**ABOUT THIS TASK:** Each line below containing the word "Pacaembu" needs to be shown.

**RECORD EXCERPTS:**
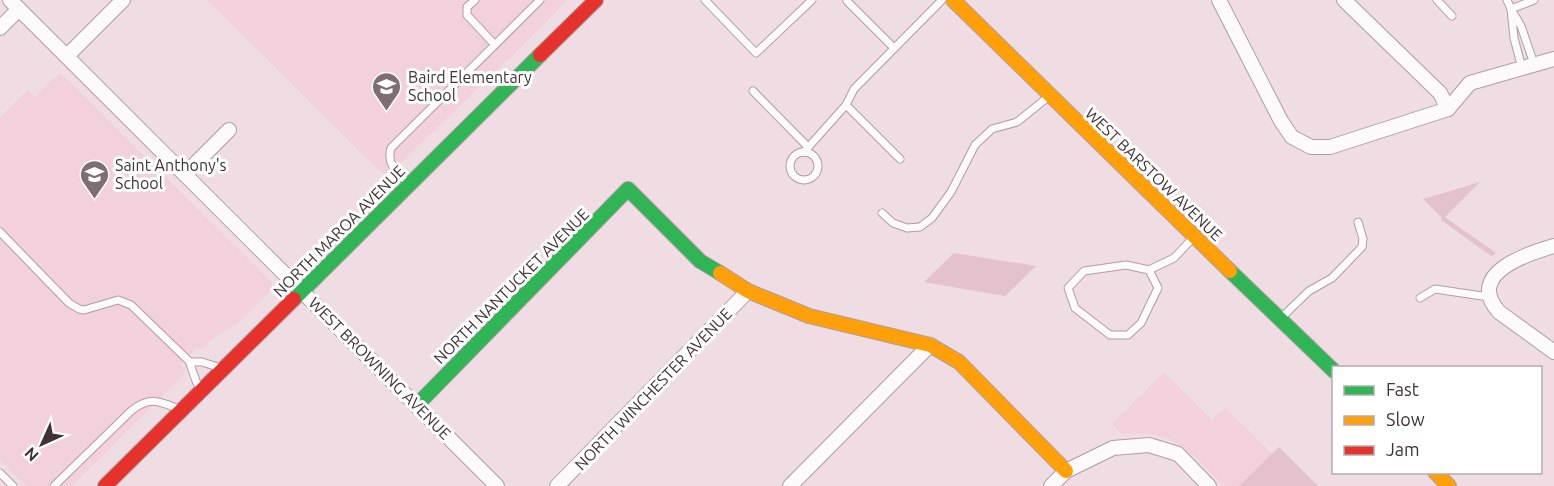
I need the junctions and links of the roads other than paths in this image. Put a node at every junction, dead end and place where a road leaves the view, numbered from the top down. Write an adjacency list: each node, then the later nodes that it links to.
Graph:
1 (123, 0): 21 (street)
2 (475, 0): 19 (lane)
3 (540, 0): 19 (lane)
4 (705, 0): 5 (lane)
5 (812, 0)
6 (942, 0): 20 (lane)
7 (953, 0): 25 (street, WEST BARSTOW AVENUE)
8 (1219, 0): 27 (street)
9 (1344, 0): 27 (street)
10 (1437, 0): 17 (lane)
11 (1507, 0): 16 (lane)
12 (1534, 0): 16 (lane)
13 (592, 1): 32 (street, NORTH MAROA AVENUE)
14 (847, 1): 20 (lane)
15 (15, 4): 18 (street); 21 (street, WEST BROWNING AVENUE)
16 (1511, 9): 23 (lane); 23 (lane)
17 (1452, 16)
18 (0, 28)
19 (495, 45): 32 (lane)
20 (894, 48): 26 (lane)
21 (67, 56): 31 (street, WEST BROWNING AVENUE)
22 (1554, 59): 23 (street)
23 (1528, 66): 27 (street)
24 (753, 91): 29 (lane)
25 (1050, 95): 33 (lane); 36 (street, WEST BARSTOW AVENUE)
26 (846, 105): 29 (lane); 30 (lane)
27 (1448, 109)
28 (229, 130): 31 (street)
29 (806, 149): 29 (lane)
30 (900, 159)
31 (185, 174): 39 (street, WEST BROWNING AVENUE)
32 (410, 184): 39 (street, NORTH MAROA AVENUE)
33 (882, 213)
34 (1358, 222): 43 (lane)
35 (0, 232): 46 (lane)
36 (1195, 236): 38 (lane); 43 (street, WEST BARSTOW AVENUE)
37 (1554, 246): 41 (street)
38 (1149, 270): 38 (lane)
39 (302, 290): 47 (street, NORTH MAROA AVENUE); 50 (street, WEST BROWNING AVENUE)
40 (748, 291): 44 (street); 50 (street, NORTH NANTUCKET AVENUE); 59 (street, NORTH WINCHESTER AVENUE)
41 (1489, 297): 42 (lane); 45 (street)
42 (1420, 298)
43 (1281, 318): 48 (street, WEST BARSTOW AVENUE)
44 (930, 345): 52 (street); 60 (street)
45 (1554, 352)
46 (191, 363): 47 (lane); 49 (lane)
47 (223, 368): 49 (street, NORTH MAROA AVENUE)
48 (1332, 368)
49 (201, 390): 51 (street, NORTH MAROA AVENUE)
50 (417, 405): 58 (street, WEST BROWNING AVENUE)
51 (181, 410): 56 (lane); 57 (street, NORTH MAROA AVENUE)
52 (1066, 471): 61 (street); 62 (street)
53 (0, 473): 55 (lane)
54 (1438, 474): 63 (street)
55 (13, 486)
56 (54, 486)
57 (105, 486)
58 (497, 486)
59 (558, 486)
60 (790, 486)
61 (1051, 486)
62 (1209, 486)
63 (1449, 486)

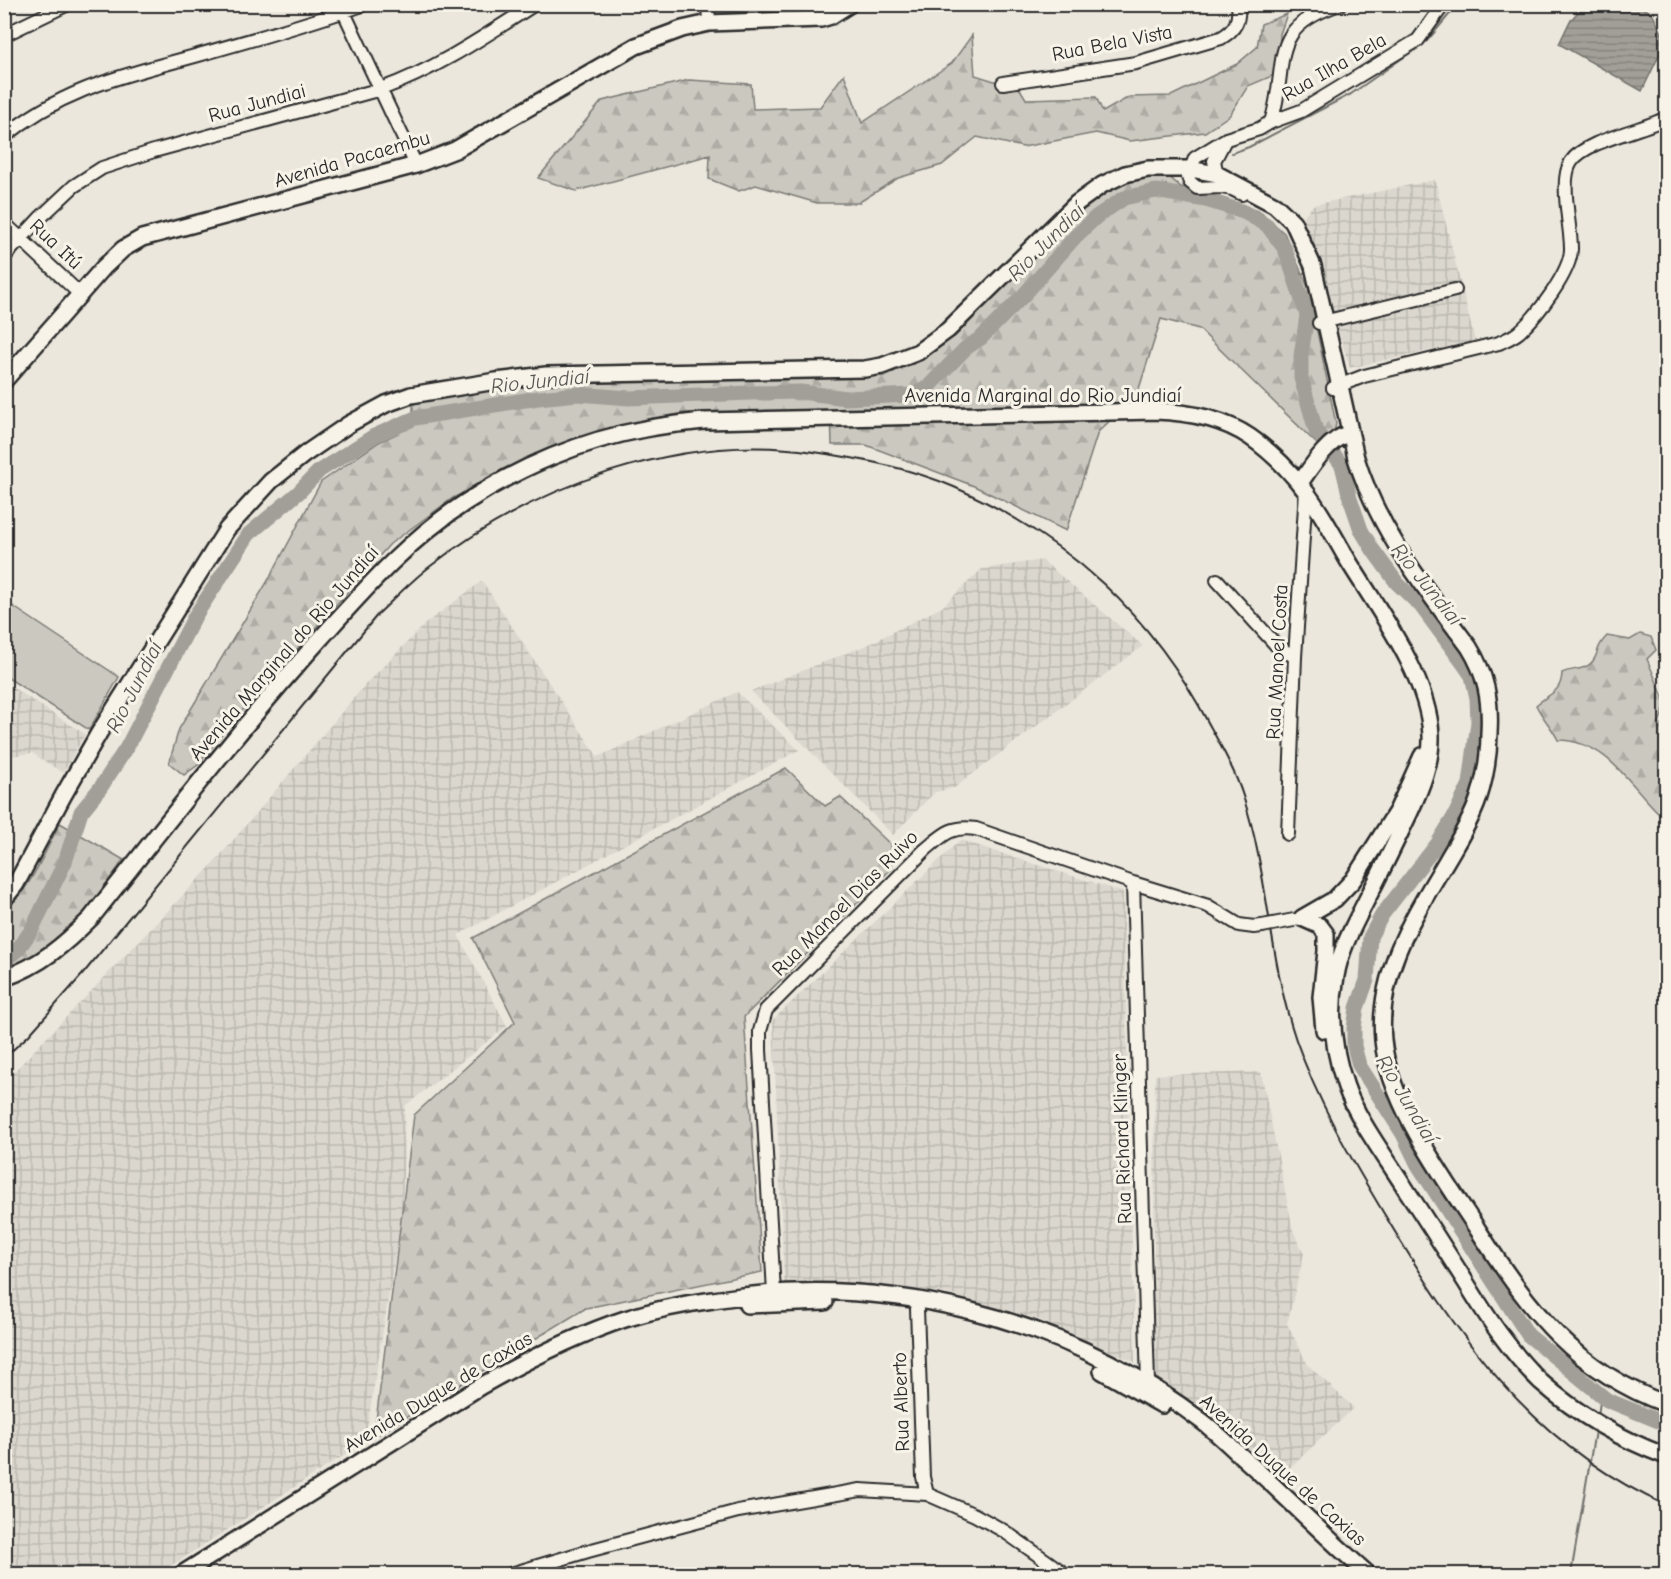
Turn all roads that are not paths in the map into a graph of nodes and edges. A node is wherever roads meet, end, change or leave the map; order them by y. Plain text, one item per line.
1 (68, 4) edge
2 (365, 4) edge
3 (535, 4) edge
4 (708, 4) edge
5 (850, 4) edge
6 (1238, 4) edge
7 (1340, 4) edge
8 (1444, 4) edge
9 (342, 8) edge
10 (709, 23) junction
11 (6, 32) edge
12 (1003, 83) dead end
13 (381, 89) junction
14 (1666, 118) edge
15 (1271, 122) junction
16 (4, 137) edge
17 (1226, 139) junction
18 (1194, 163) junction
19 (416, 165) junction
20 (1215, 167) junction
21 (4, 223) edge
22 (21, 238) junction
23 (4, 257) edge
24 (1455, 291) dead end
25 (81, 295) junction
26 (1322, 322) junction
27 (4, 381) edge
28 (1336, 387) junction
29 (1344, 435) junction
30 (1303, 487) junction
31 (1217, 580) dead end
32 (1295, 657) junction
33 (1431, 736) junction
34 (1288, 834) dead end
35 (1132, 883) junction
36 (4, 899) edge
37 (1298, 919) junction
38 (4, 978) edge
39 (1347, 1089) junction
40 (774, 1292) junction
41 (917, 1309) junction
42 (1145, 1388) junction
43 (1666, 1404) edge
44 (1666, 1456) edge
45 (927, 1494) junction
46 (182, 1575) edge
47 (198, 1575) edge
48 (511, 1575) edge
49 (1065, 1575) edge
50 (1353, 1575) edge
51 (1368, 1575) edge

1 - 11 street
2 - 9 street
3 - 13 street, Rua Jundiai
4 - 10 street
5 - 10 main road, Avenida Pacaembu
6 - 12 street, Rua Bela Vista
7 - 15 street
8 - 15 street, Rua Ilha Bela
9 - 13 street
9 - 16 street
10 - 19 main road, Avenida Pacaembu
13 - 19 street
13 - 22 street, Rua Jundiai
14 - 28 street
15 - 17 street, Rua Ilha Bela
17 - 18 street, Rua Ilha Bela
17 - 20 street
18 - 20 main road, Avenida Marginal do Rio Jundiaí
18 - 26 street
18 - 36 main road, Avenida Marginal do Rio Jundiaí
19 - 25 main road, Avenida Pacaembu
20 - 26 main road, Avenida Marginal do Rio Jundiaí
21 - 22 street, Rua Itú
22 - 23 street, Rua Jundiai
22 - 25 street, Rua Itú
24 - 26 street
25 - 27 main road, Avenida Pacaembu
26 - 28 main road, Avenida Marginal do Rio Jundiaí
28 - 29 main road, Avenida Marginal do Rio Jundiaí
29 - 30 main road
29 - 43 main road, Avenida Marginal do Rio Jundiaí
30 - 32 street, Rua Manoel Costa
30 - 33 main road, Avenida Marginal do Rio Jundiaí
30 - 38 main road, Avenida Marginal do Rio Jundiaí
31 - 32 street
32 - 34 street, Rua Manoel Costa
33 - 37 main road
33 - 39 main road, Avenida Marginal do Rio Jundiaí
35 - 37 street, Rua Manoel Dias Ruivo, bridge
35 - 40 street, Rua Manoel Dias Ruivo
35 - 42 street, Rua Richard Klinger
37 - 39 main road
39 - 44 main road, Avenida Marginal do Rio Jundiaí
40 - 42 main road, Avenida Duque de Caxias
40 - 46 main road, Avenida Duque de Caxias
41 - 42 main road, Avenida Duque de Caxias
41 - 45 street, Rua Alberto
41 - 47 main road, Avenida Duque de Caxias
42 - 50 main road, Avenida Duque de Caxias
42 - 51 main road, Avenida Duque de Caxias
45 - 48 street
45 - 49 street

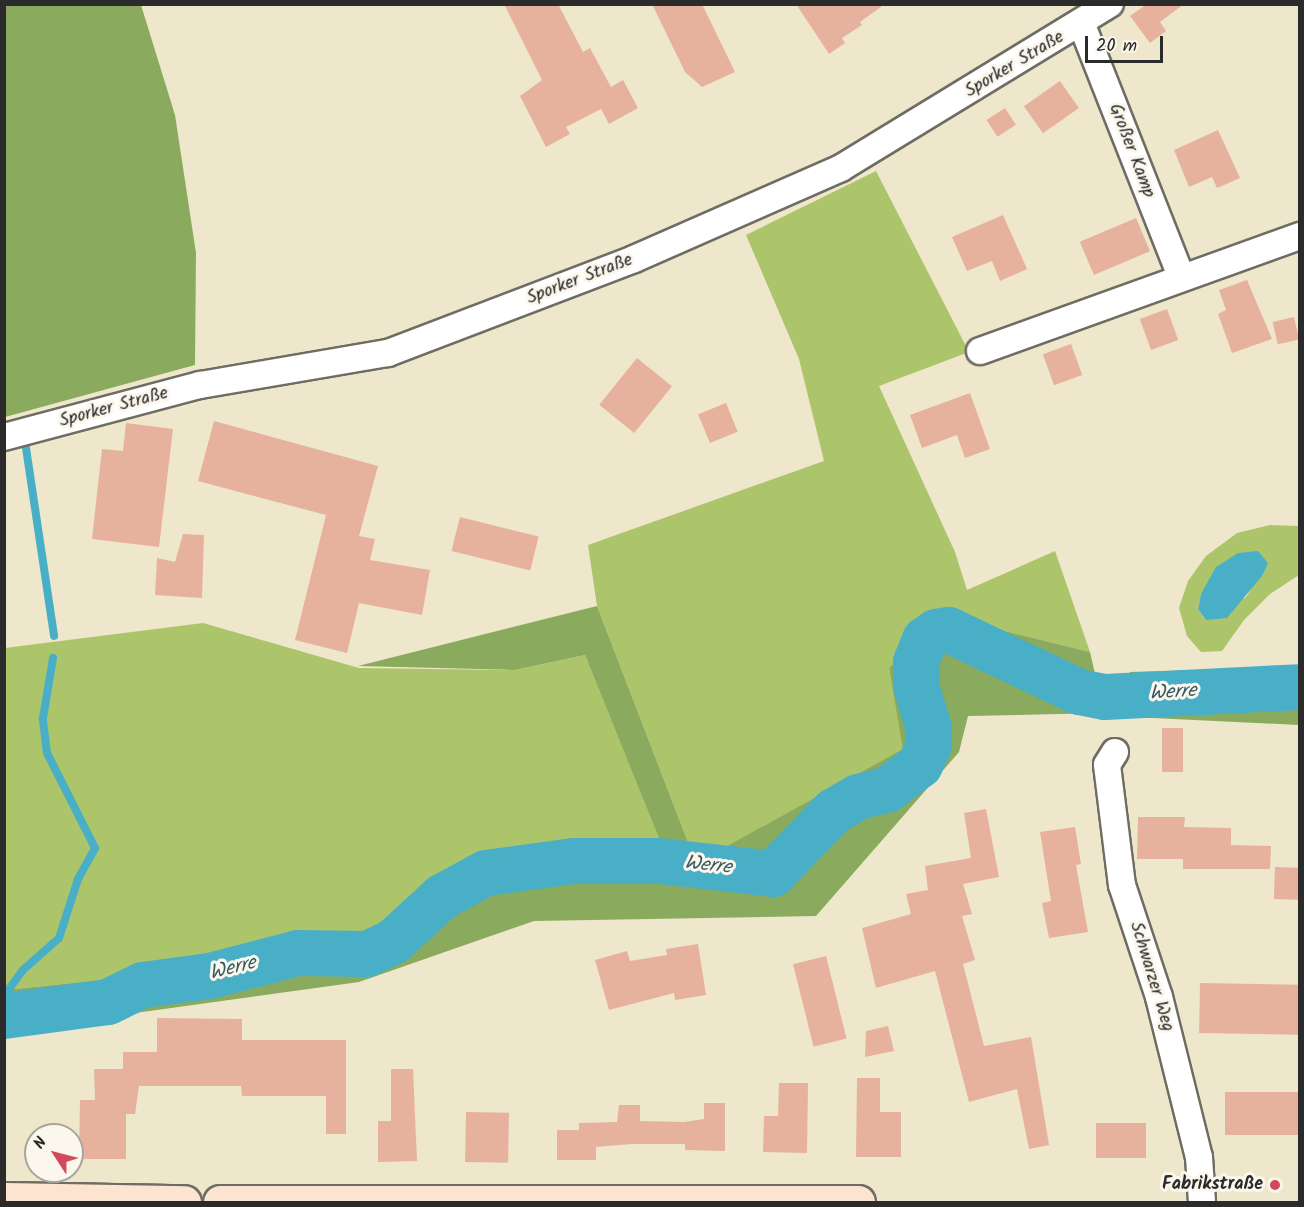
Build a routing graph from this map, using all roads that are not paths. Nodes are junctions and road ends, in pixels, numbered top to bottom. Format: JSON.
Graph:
{"nodes":[{"id":1,"x":1110,"y":4,"type":"edge"},
{"id":2,"x":1082,"y":25,"type":"junction"},
{"id":3,"x":1299,"y":236,"type":"edge"},
{"id":4,"x":1180,"y":276,"type":"junction"},
{"id":5,"x":980,"y":351,"type":"dead end"},
{"id":6,"x":4,"y":437,"type":"edge"},
{"id":7,"x":1114,"y":752,"type":"dead end"},
{"id":8,"x":4,"y":1199,"type":"edge"},
{"id":9,"x":85,"y":1201,"type":"edge"},
{"id":10,"x":184,"y":1203,"type":"edge"},
{"id":11,"x":220,"y":1203,"type":"edge"},
{"id":12,"x":858,"y":1203,"type":"edge"},
{"id":13,"x":1202,"y":1203,"type":"edge"}],
"edges":[{"from":1,"to":2,"type":"street","name":"Sporker Straße"},
{"from":2,"to":4,"type":"street","name":"Großer Kamp"},
{"from":2,"to":6,"type":"street","name":"Sporker Straße"},
{"from":3,"to":4,"type":"street"},
{"from":4,"to":5,"type":"street"},
{"from":7,"to":13,"type":"street","name":"Schwarzer Weg"},
{"from":8,"to":9,"type":"main road"},
{"from":9,"to":10,"type":"main road"},
{"from":11,"to":12,"type":"main road"}]}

**TASK ANSWER:**
5 - 10 main road, Avenida Pacaembu
10 - 19 main road, Avenida Pacaembu
19 - 25 main road, Avenida Pacaembu
25 - 27 main road, Avenida Pacaembu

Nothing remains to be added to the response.